Exercise directions :: Repeat the listing word for word, but skip any pictures.

The data ::

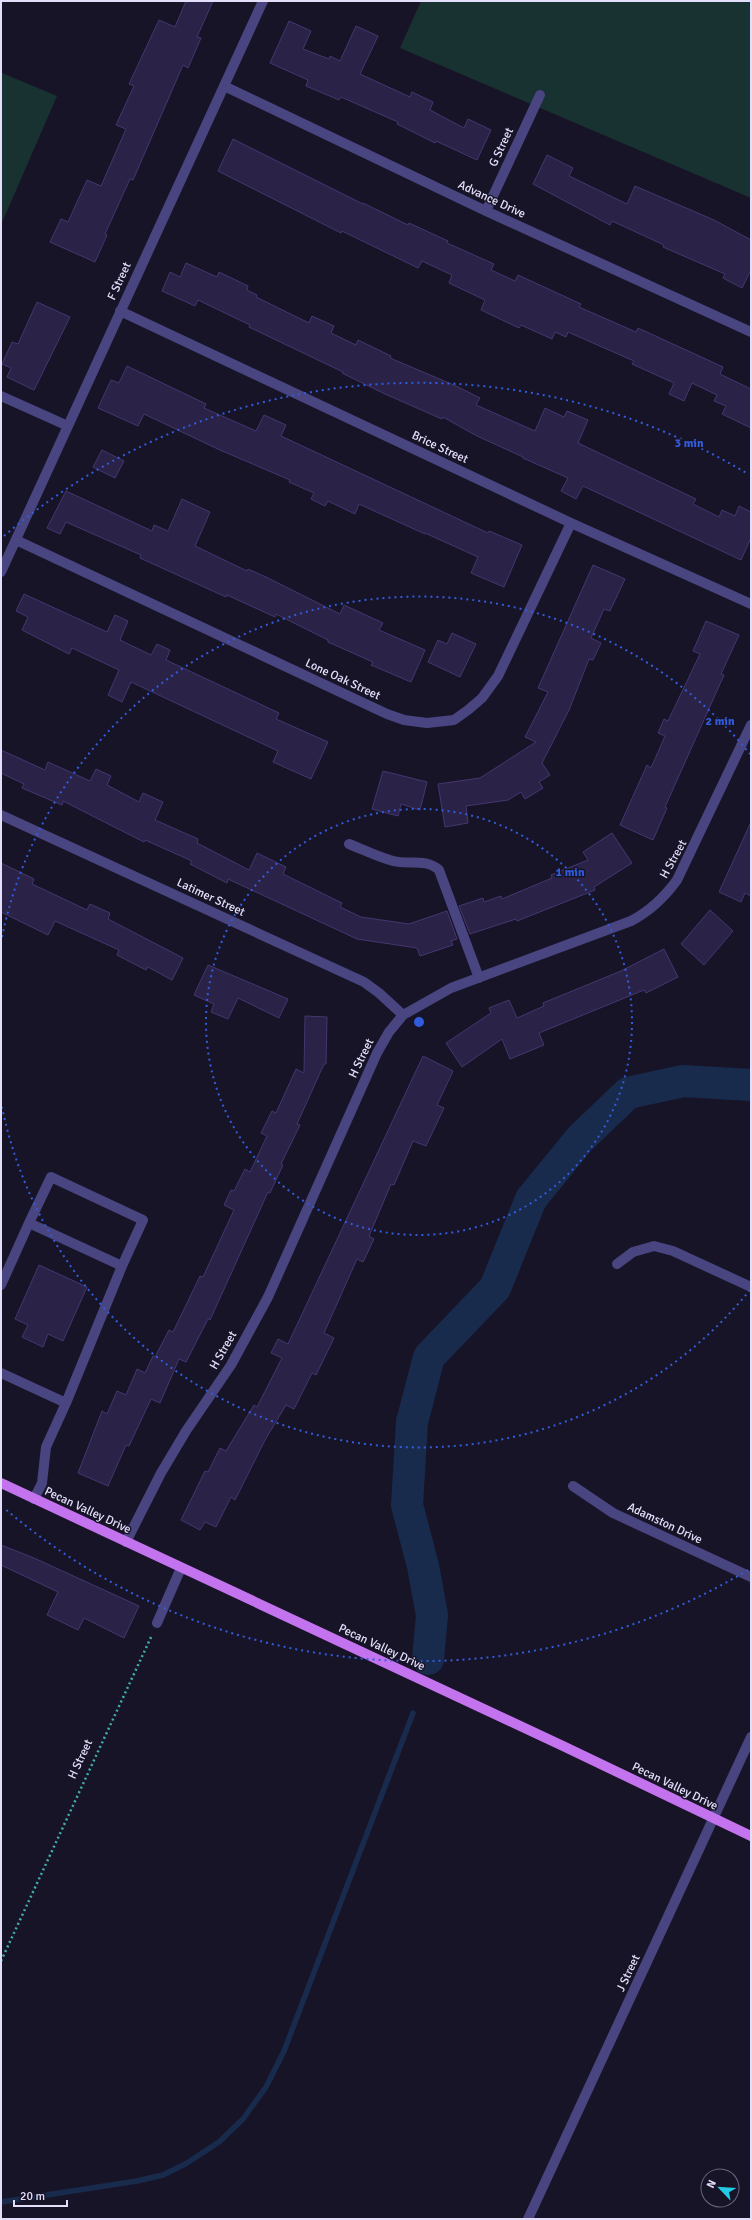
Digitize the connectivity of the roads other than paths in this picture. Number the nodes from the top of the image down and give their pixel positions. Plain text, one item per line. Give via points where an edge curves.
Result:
1 (263, 1) edge
2 (224, 86) junction
3 (540, 95) dead end
4 (486, 211) junction
5 (120, 311) junction
6 (751, 332) edge
7 (1, 396) edge
8 (68, 426) junction
9 (571, 523) junction
10 (16, 540) junction
11 (1, 572) edge
12 (751, 604) edge
13 (751, 725) edge
14 (1, 815) edge
15 (349, 844) dead end
16 (479, 978) junction
17 (403, 1015) junction
18 (29, 1223) junction
19 (617, 1264) dead end
20 (122, 1266) junction
21 (1, 1285) edge
22 (751, 1287) edge
23 (1, 1373) edge
24 (66, 1403) junction
25 (1, 1483) edge
26 (573, 1486) dead end
27 (34, 1499) junction
28 (126, 1542) junction
29 (181, 1568) junction
30 (751, 1577) edge
31 (157, 1623) road end
32 (751, 1737) edge
33 (713, 1819) junction
34 (751, 1836) edge
35 (528, 2219) edge

1 - 2 street, F Street
2 - 4 street, Advance Drive
2 - 5 street, F Street
3 - 4 street, G Street
4 - 6 street, Advance Drive
5 - 8 street, F Street
5 - 9 street, Brice Street
7 - 8 street
8 - 10 street, F Street
9 - 10 street, Lone Oak Street via 494,684 454,720 426,723 404,720 387,714
9 - 12 street, Brice Street
10 - 11 street, F Street
13 - 16 street, H Street via 677,880 647,913
14 - 17 street, Latimer Street via 364,982
15 - 16 street via 396,862 430,864 439,870
16 - 17 street, H Street via 451,988
17 - 28 street, H Street via 377,1053 264,1304 231,1365 161,1473
18 - 20 street
18 - 20 street via 51,1177 129,1213 143,1220
18 - 21 street
19 - 22 street via 633,1252 654,1246 673,1251
20 - 24 street
23 - 24 street
24 - 27 street via 46,1447 42,1483
25 - 27 main road, Pecan Valley Drive
26 - 30 street, Adamston Drive via 613,1513
27 - 28 main road, Pecan Valley Drive
28 - 29 main road, Pecan Valley Drive
29 - 31 street
29 - 33 main road, Pecan Valley Drive via 556,1742
32 - 33 street, J Street
33 - 34 main road, Pecan Valley Drive
33 - 35 street, J Street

Exercise output ::
Digitize the connectivity of the roads other than paths in this picture. Number the nodes from the top of the image down and give their pixel positions. Plain text, one item per line. Give via points where an edge curves.
Result:
1 (263, 1) edge
2 (224, 86) junction
3 (540, 95) dead end
4 (486, 211) junction
5 (120, 311) junction
6 (751, 332) edge
7 (1, 396) edge
8 (68, 426) junction
9 (571, 523) junction
10 (16, 540) junction
11 (1, 572) edge
12 (751, 604) edge
13 (751, 725) edge
14 (1, 815) edge
15 (349, 844) dead end
16 (479, 978) junction
17 (403, 1015) junction
18 (29, 1223) junction
19 (617, 1264) dead end
20 (122, 1266) junction
21 (1, 1285) edge
22 (751, 1287) edge
23 (1, 1373) edge
24 (66, 1403) junction
25 (1, 1483) edge
26 (573, 1486) dead end
27 (34, 1499) junction
28 (126, 1542) junction
29 (181, 1568) junction
30 (751, 1577) edge
31 (157, 1623) road end
32 (751, 1737) edge
33 (713, 1819) junction
34 (751, 1836) edge
35 (528, 2219) edge

1 - 2 street, F Street
2 - 4 street, Advance Drive
2 - 5 street, F Street
3 - 4 street, G Street
4 - 6 street, Advance Drive
5 - 8 street, F Street
5 - 9 street, Brice Street
7 - 8 street
8 - 10 street, F Street
9 - 10 street, Lone Oak Street via 494,684 454,720 426,723 404,720 387,714
9 - 12 street, Brice Street
10 - 11 street, F Street
13 - 16 street, H Street via 677,880 647,913
14 - 17 street, Latimer Street via 364,982
15 - 16 street via 396,862 430,864 439,870
16 - 17 street, H Street via 451,988
17 - 28 street, H Street via 377,1053 264,1304 231,1365 161,1473
18 - 20 street
18 - 20 street via 51,1177 129,1213 143,1220
18 - 21 street
19 - 22 street via 633,1252 654,1246 673,1251
20 - 24 street
23 - 24 street
24 - 27 street via 46,1447 42,1483
25 - 27 main road, Pecan Valley Drive
26 - 30 street, Adamston Drive via 613,1513
27 - 28 main road, Pecan Valley Drive
28 - 29 main road, Pecan Valley Drive
29 - 31 street
29 - 33 main road, Pecan Valley Drive via 556,1742
32 - 33 street, J Street
33 - 34 main road, Pecan Valley Drive
33 - 35 street, J Street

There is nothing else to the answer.